■ **YOUR ASSIGNMENT**:
Each entry should be returned exactly as written, with no pictures carried over.

■ **RECORDS SUPPLIED**:
= = = = = = =

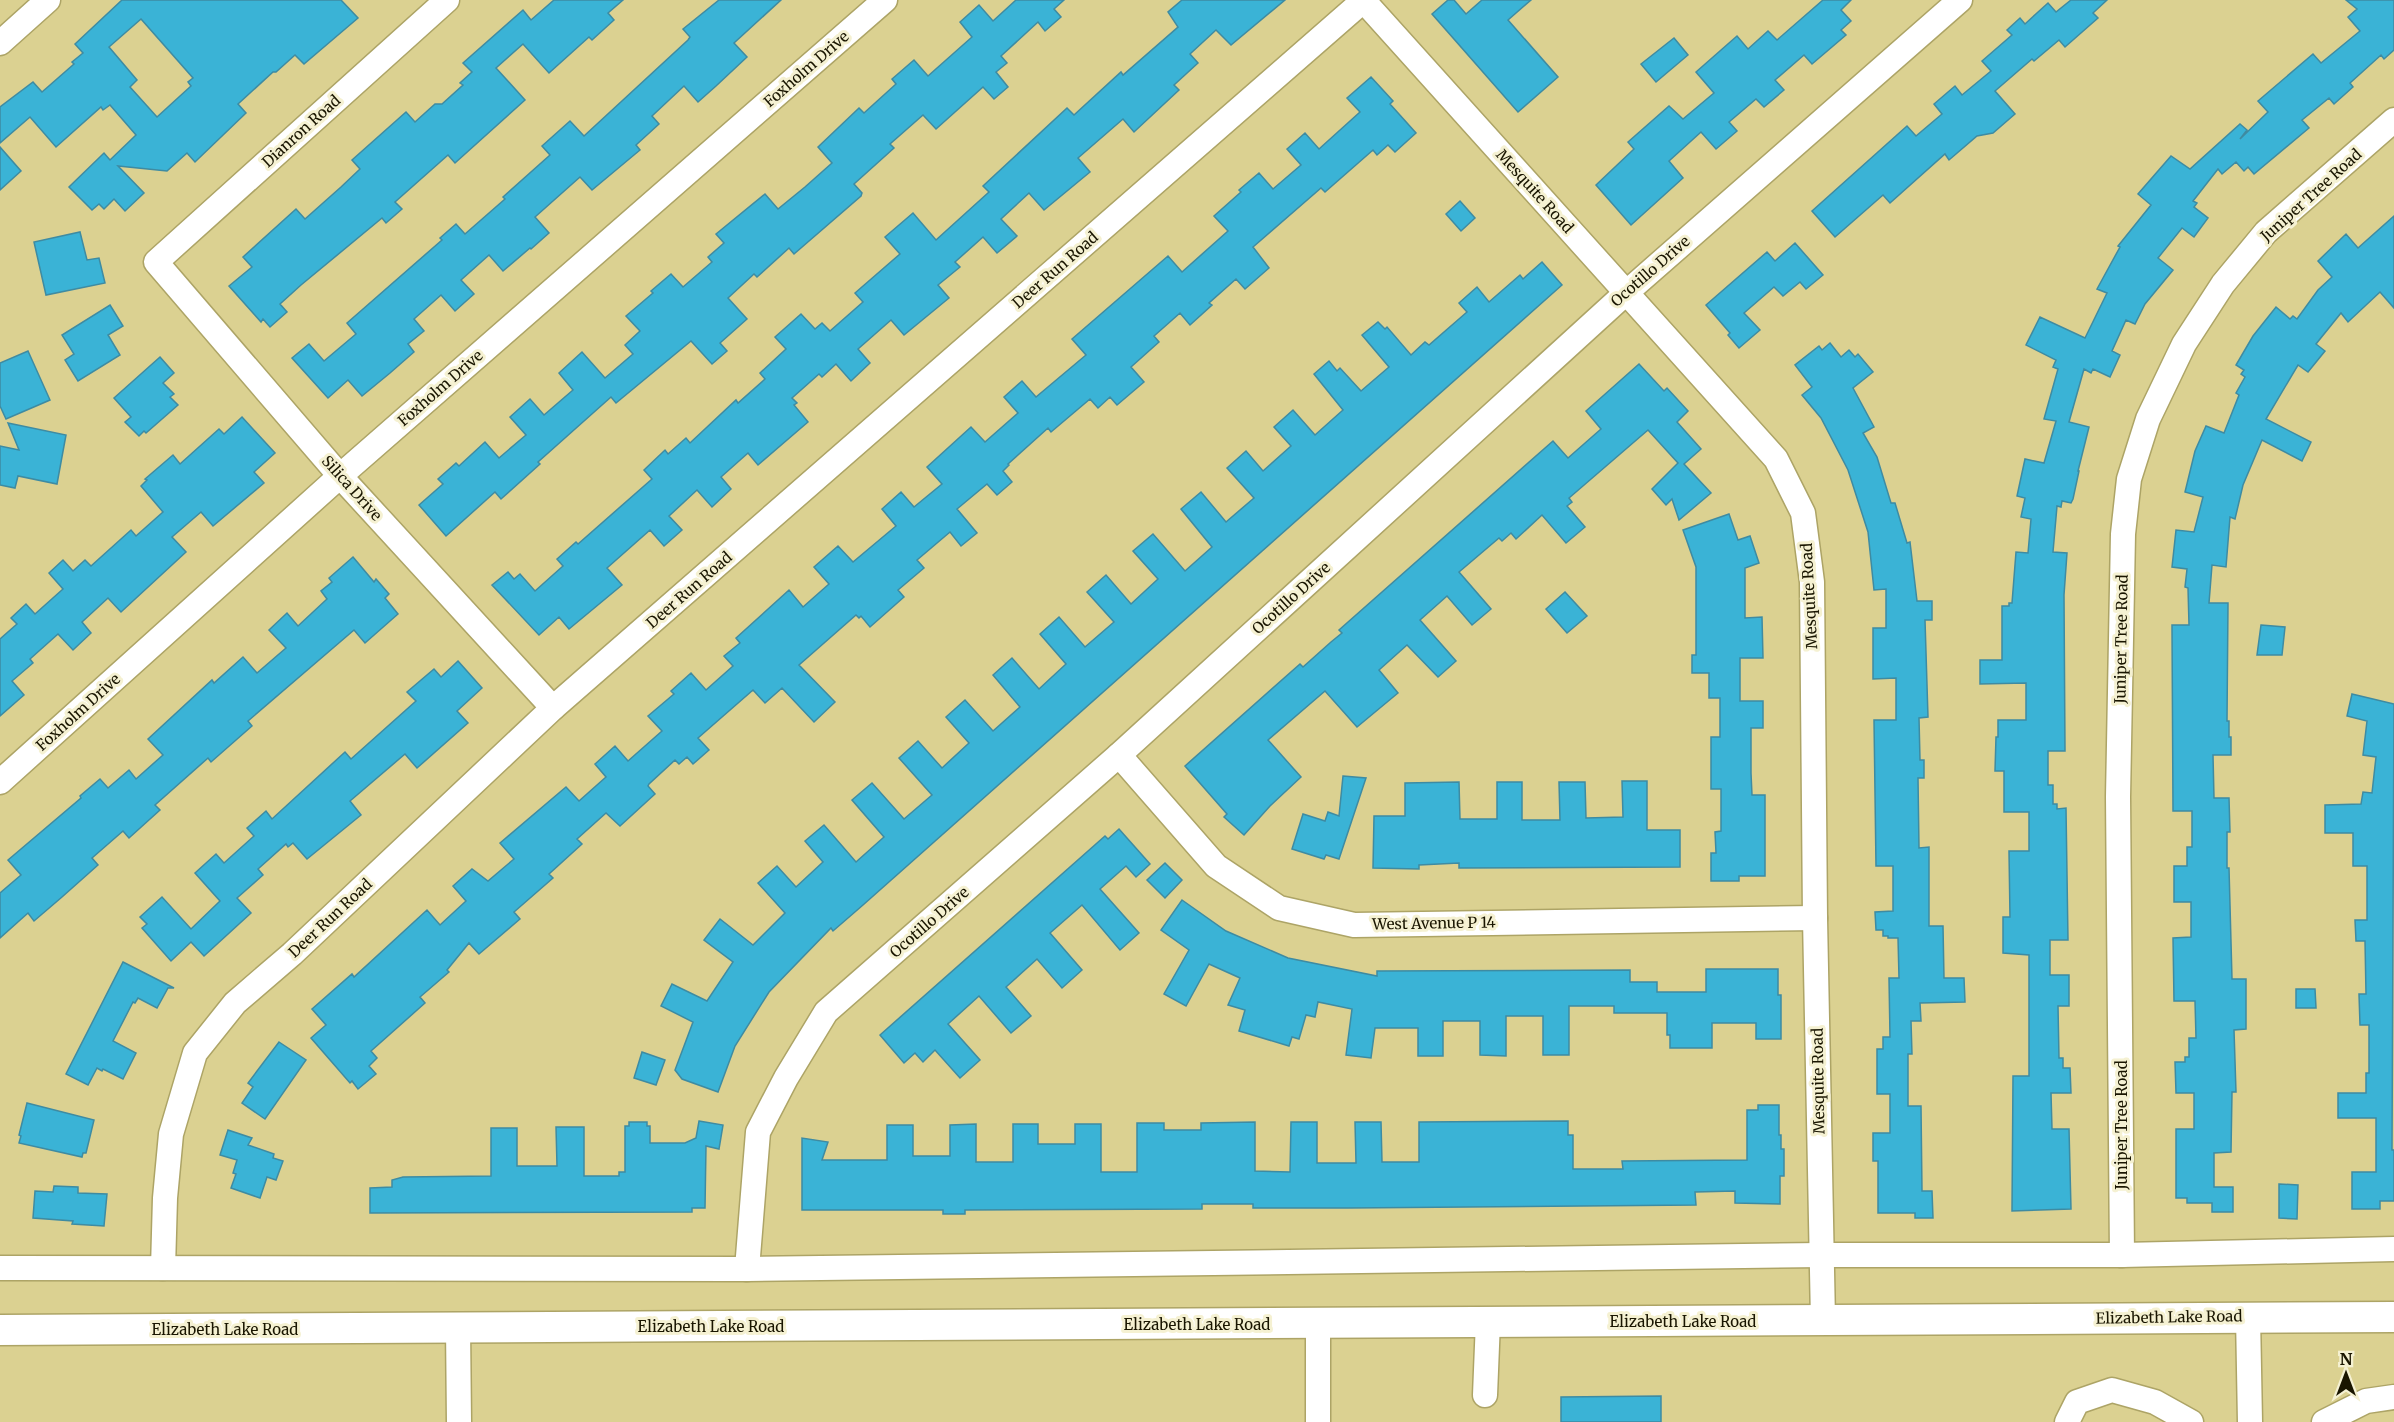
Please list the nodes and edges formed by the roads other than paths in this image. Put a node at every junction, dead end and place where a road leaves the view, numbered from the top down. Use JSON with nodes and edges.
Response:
{"nodes":[{"id":1,"x":48,"y":0,"type":"edge"},
{"id":2,"x":447,"y":0,"type":"edge"},
{"id":3,"x":885,"y":0,"type":"edge"},
{"id":4,"x":1363,"y":0,"type":"edge"},
{"id":5,"x":1960,"y":0,"type":"edge"},
{"id":6,"x":1,"y":40,"type":"edge"},
{"id":7,"x":2394,"y":120,"type":"edge"},
{"id":8,"x":156,"y":262,"type":"joint"},
{"id":9,"x":1627,"y":292,"type":"junction"},
{"id":10,"x":340,"y":476,"type":"junction"},
{"id":11,"x":554,"y":708,"type":"junction"},
{"id":12,"x":1119,"y":755,"type":"junction"},
{"id":13,"x":0,"y":782,"type":"edge"},
{"id":14,"x":1815,"y":918,"type":"junction"},
{"id":15,"x":2394,"y":1249,"type":"edge"},
{"id":16,"x":1822,"y":1255,"type":"junction"},
{"id":17,"x":2122,"y":1255,"type":"junction"},
{"id":18,"x":0,"y":1268,"type":"edge"},
{"id":19,"x":163,"y":1268,"type":"junction"},
{"id":20,"x":747,"y":1269,"type":"junction"},
{"id":21,"x":2248,"y":1316,"type":"junction"},
{"id":22,"x":2394,"y":1317,"type":"edge"},
{"id":23,"x":1488,"y":1321,"type":"junction"},
{"id":24,"x":1823,"y":1321,"type":"junction"},
{"id":25,"x":1318,"y":1323,"type":"junction"},
{"id":26,"x":458,"y":1327,"type":"junction"},
{"id":27,"x":0,"y":1330,"type":"edge"},
{"id":28,"x":1485,"y":1395,"type":"dead end"},
{"id":29,"x":2394,"y":1397,"type":"edge"},
{"id":30,"x":459,"y":1422,"type":"edge"},
{"id":31,"x":1318,"y":1422,"type":"edge"},
{"id":32,"x":2067,"y":1422,"type":"edge"},
{"id":33,"x":2191,"y":1422,"type":"edge"},
{"id":34,"x":2250,"y":1422,"type":"edge"},
{"id":35,"x":2324,"y":1422,"type":"edge"}],
"edges":[{"from":1,"to":6,"type":"street"},
{"from":2,"to":8,"type":"street","name":"Dianron Road"},
{"from":3,"to":10,"type":"street","name":"Foxholm Drive"},
{"from":4,"to":9,"type":"street","name":"Mesquite Road"},
{"from":4,"to":11,"type":"street","name":"Deer Run Road"},
{"from":5,"to":9,"type":"street","name":"Ocotillo Drive"},
{"from":7,"to":17,"type":"street","name":"Juniper Tree Road"},
{"from":8,"to":10,"type":"street","name":"Silica Drive"},
{"from":9,"to":12,"type":"street","name":"Ocotillo Drive"},
{"from":9,"to":14,"type":"street","name":"Mesquite Road"},
{"from":10,"to":11,"type":"street","name":"Silica Drive"},
{"from":10,"to":13,"type":"street","name":"Foxholm Drive"},
{"from":11,"to":19,"type":"street","name":"Deer Run Road"},
{"from":12,"to":14,"type":"street","name":"West Avenue P 14"},
{"from":12,"to":20,"type":"street","name":"Ocotillo Drive"},
{"from":14,"to":16,"type":"street","name":"Mesquite Road"},
{"from":15,"to":17,"type":"street"},
{"from":16,"to":17,"type":"street"},
{"from":16,"to":20,"type":"street"},
{"from":16,"to":24,"type":"street","name":"Mesquite Road"},
{"from":18,"to":19,"type":"street"},
{"from":19,"to":20,"type":"street"},
{"from":21,"to":22,"type":"main road","name":"Elizabeth Lake Road"},
{"from":21,"to":24,"type":"main road","name":"Elizabeth Lake Road"},
{"from":21,"to":34,"type":"street"},
{"from":23,"to":24,"type":"main road","name":"Elizabeth Lake Road"},
{"from":23,"to":25,"type":"main road","name":"Elizabeth Lake Road"},
{"from":23,"to":28,"type":"street"},
{"from":25,"to":26,"type":"main road","name":"Elizabeth Lake Road"},
{"from":25,"to":31,"type":"street"},
{"from":26,"to":27,"type":"main road","name":"Elizabeth Lake Road"},
{"from":26,"to":30,"type":"street"},
{"from":29,"to":35,"type":"street"},
{"from":32,"to":33,"type":"street"}]}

= = = = = = =

■ **TASK OUTPUT**:
Please list the nodes and edges formed by the roads other than paths in this image. Put a node at every junction, dead end and place where a road leaves the view, numbered from the top down. Use JSON with nodes and edges.
Response:
{"nodes":[{"id":1,"x":48,"y":0,"type":"edge"},
{"id":2,"x":447,"y":0,"type":"edge"},
{"id":3,"x":885,"y":0,"type":"edge"},
{"id":4,"x":1363,"y":0,"type":"edge"},
{"id":5,"x":1960,"y":0,"type":"edge"},
{"id":6,"x":1,"y":40,"type":"edge"},
{"id":7,"x":2394,"y":120,"type":"edge"},
{"id":8,"x":156,"y":262,"type":"joint"},
{"id":9,"x":1627,"y":292,"type":"junction"},
{"id":10,"x":340,"y":476,"type":"junction"},
{"id":11,"x":554,"y":708,"type":"junction"},
{"id":12,"x":1119,"y":755,"type":"junction"},
{"id":13,"x":0,"y":782,"type":"edge"},
{"id":14,"x":1815,"y":918,"type":"junction"},
{"id":15,"x":2394,"y":1249,"type":"edge"},
{"id":16,"x":1822,"y":1255,"type":"junction"},
{"id":17,"x":2122,"y":1255,"type":"junction"},
{"id":18,"x":0,"y":1268,"type":"edge"},
{"id":19,"x":163,"y":1268,"type":"junction"},
{"id":20,"x":747,"y":1269,"type":"junction"},
{"id":21,"x":2248,"y":1316,"type":"junction"},
{"id":22,"x":2394,"y":1317,"type":"edge"},
{"id":23,"x":1488,"y":1321,"type":"junction"},
{"id":24,"x":1823,"y":1321,"type":"junction"},
{"id":25,"x":1318,"y":1323,"type":"junction"},
{"id":26,"x":458,"y":1327,"type":"junction"},
{"id":27,"x":0,"y":1330,"type":"edge"},
{"id":28,"x":1485,"y":1395,"type":"dead end"},
{"id":29,"x":2394,"y":1397,"type":"edge"},
{"id":30,"x":459,"y":1422,"type":"edge"},
{"id":31,"x":1318,"y":1422,"type":"edge"},
{"id":32,"x":2067,"y":1422,"type":"edge"},
{"id":33,"x":2191,"y":1422,"type":"edge"},
{"id":34,"x":2250,"y":1422,"type":"edge"},
{"id":35,"x":2324,"y":1422,"type":"edge"}],
"edges":[{"from":1,"to":6,"type":"street"},
{"from":2,"to":8,"type":"street","name":"Dianron Road"},
{"from":3,"to":10,"type":"street","name":"Foxholm Drive"},
{"from":4,"to":9,"type":"street","name":"Mesquite Road"},
{"from":4,"to":11,"type":"street","name":"Deer Run Road"},
{"from":5,"to":9,"type":"street","name":"Ocotillo Drive"},
{"from":7,"to":17,"type":"street","name":"Juniper Tree Road"},
{"from":8,"to":10,"type":"street","name":"Silica Drive"},
{"from":9,"to":12,"type":"street","name":"Ocotillo Drive"},
{"from":9,"to":14,"type":"street","name":"Mesquite Road"},
{"from":10,"to":11,"type":"street","name":"Silica Drive"},
{"from":10,"to":13,"type":"street","name":"Foxholm Drive"},
{"from":11,"to":19,"type":"street","name":"Deer Run Road"},
{"from":12,"to":14,"type":"street","name":"West Avenue P 14"},
{"from":12,"to":20,"type":"street","name":"Ocotillo Drive"},
{"from":14,"to":16,"type":"street","name":"Mesquite Road"},
{"from":15,"to":17,"type":"street"},
{"from":16,"to":17,"type":"street"},
{"from":16,"to":20,"type":"street"},
{"from":16,"to":24,"type":"street","name":"Mesquite Road"},
{"from":18,"to":19,"type":"street"},
{"from":19,"to":20,"type":"street"},
{"from":21,"to":22,"type":"main road","name":"Elizabeth Lake Road"},
{"from":21,"to":24,"type":"main road","name":"Elizabeth Lake Road"},
{"from":21,"to":34,"type":"street"},
{"from":23,"to":24,"type":"main road","name":"Elizabeth Lake Road"},
{"from":23,"to":25,"type":"main road","name":"Elizabeth Lake Road"},
{"from":23,"to":28,"type":"street"},
{"from":25,"to":26,"type":"main road","name":"Elizabeth Lake Road"},
{"from":25,"to":31,"type":"street"},
{"from":26,"to":27,"type":"main road","name":"Elizabeth Lake Road"},
{"from":26,"to":30,"type":"street"},
{"from":29,"to":35,"type":"street"},
{"from":32,"to":33,"type":"street"}]}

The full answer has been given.